OLMASI GEREKEN YERDE OLAN PARÇALAR ÇOK KIYMETLİDİR
Hedefte siyasetini belirleyemeyenin stratejisi olmaz. Stratejisini belirlemeyenin taktiği olmaz. Taktiği doğru olmayanın ise uygulaması yanlış olur. Siyasette yaptığınız hatayı strateji ile kapatamazsınız. Stratejideki hatayı taktikle kapatamazsınız. Taktikteki hatayı uygulamada kapatamazsınız. Bu bir bütünlüğü ifade eder. Makrolar mükemmel mikro değerler mükemmel olmalı. Bunlarda uyumlu olmalı. Konya marka şehir olmak istiyorsa, aynı doğruları bulması ve buna bağla kalması gerekir. Türkiye şu anda kalitesiz mal ihracatının sıkıntısını yaşıyor. Ürettiğiniz malın hepsi kaliteli olur ama bunlar birbirleriyle uyumsuz olursa yine olmaz. Olması gereken yerde olması gereken parçalar çok kıymetlidir.

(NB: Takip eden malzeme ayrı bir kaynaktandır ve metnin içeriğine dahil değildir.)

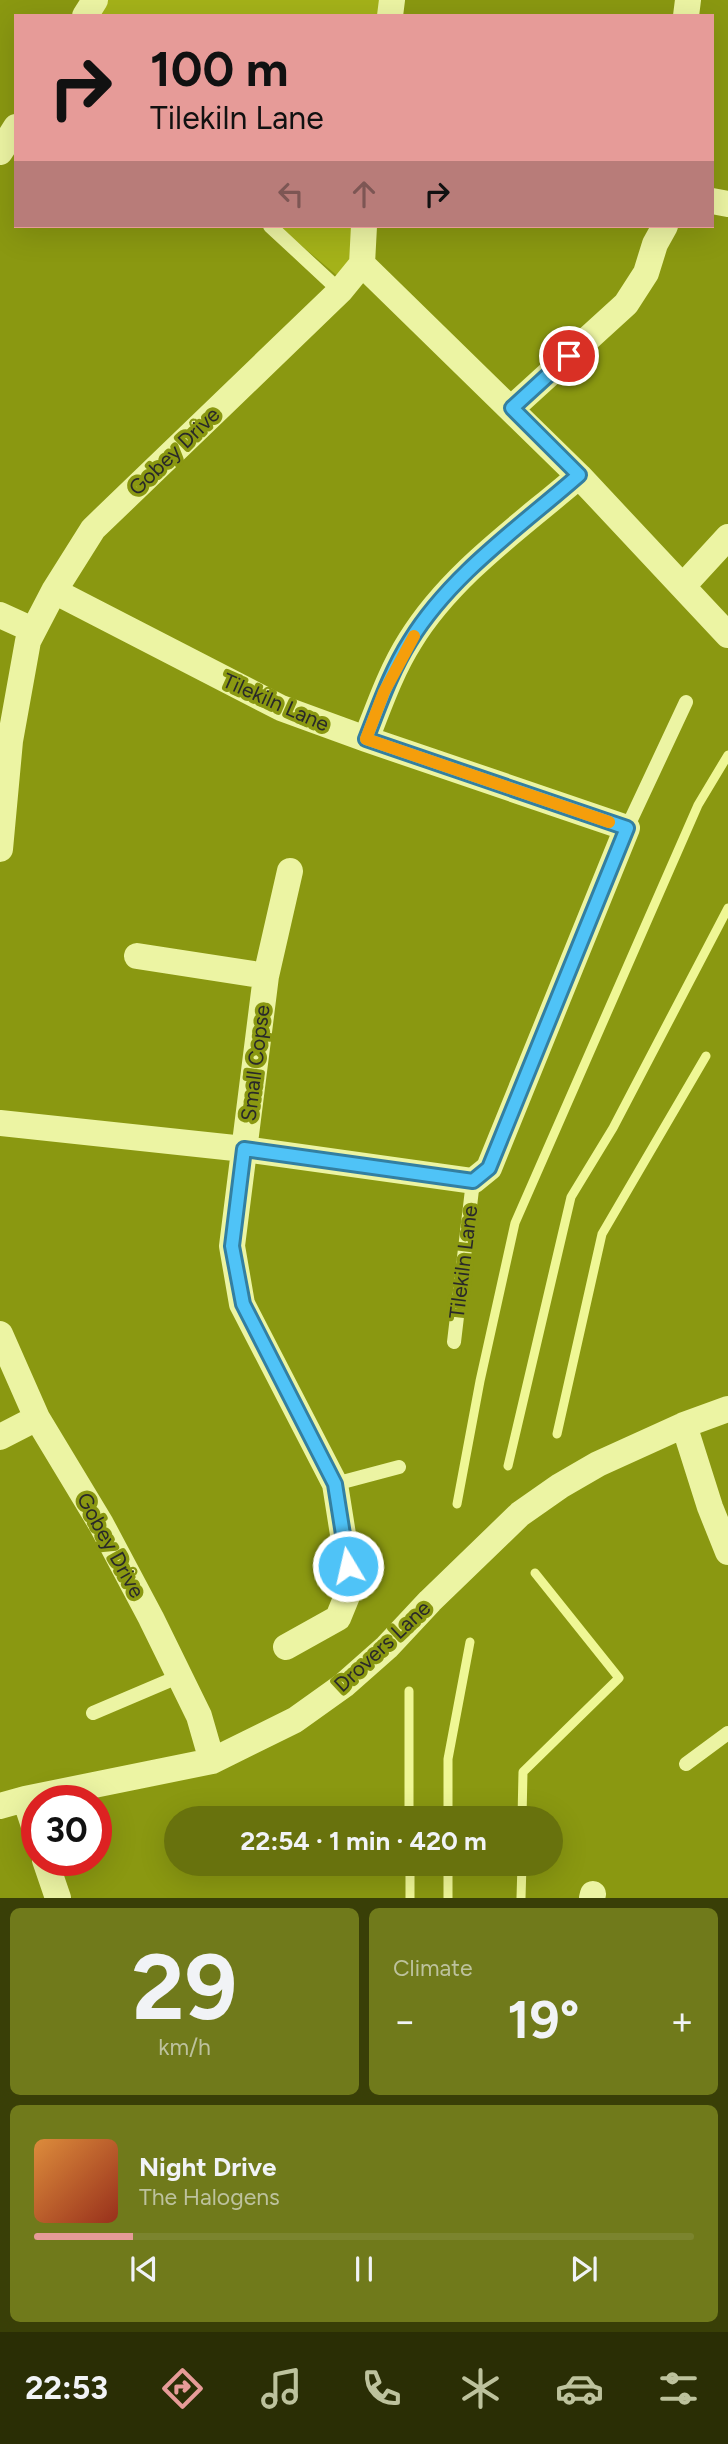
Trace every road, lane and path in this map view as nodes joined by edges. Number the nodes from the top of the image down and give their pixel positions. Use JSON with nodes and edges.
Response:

HAYAT DÜSTURUMDA BEŞ GÖREVİM VAR
Hayat düsturunda beş konuda işlerimi sıraya koymam gerekir. Her yaptığım işin mükemmeliyetçiliğine bakarım. Benim 5 tane görevim var. Allah ve Resulüne karşı görevim, kendime karşı görevim, ailem ve yakın çevreme karşı görevim, tanıyım tanımayayım insanoğluna karşı görevim ve insanların dışında kalan mahlûkatlara karşı görevlerim. Bir görevin sünnetini yerine getirdim diye diğerlerinin farzını terk edemem.
ÇOCUKLARIMIN İYİ VELİSİYİM
Çocuklarımın iyi bir velisiyim. Cenab-ı Hak iki şeyi affetmiyor. Bir; kendine şirk koşulmasını, iki; bana ait olmayan kul hakkı olanları affetmem diyor. Ben de hiçbir kulun hakkını istemedim, istemem de.
GÖZLERİM BOZULDUĞU İÇİN ESKİSİ KADAR OKUYAMIYORUM
Yakın zamana kadar 4- 4.3 saat uyuyordum. Ama zaman zaman aldığım haplardan dolayı daha fazla uyuduğum da olabiliyor. Gözüm bozuldu bu yüzden de eskisi gibi okumam yok azaldı diyebiliriz. Sosyolojik ve psikolojik eserleri çok severim. Nevzat Tarhan Hoca ve Üstün Dökmen’i zevkle izlerim. Taviz ile müsamahanın arasındaki farkı fark etmeliyiz. İstanbul kültürü, entelektüel yetiştiriyor diye düşünüyorum. Bana göre aydın değil, toplum gerçek manada aydınlar çıkartmalı.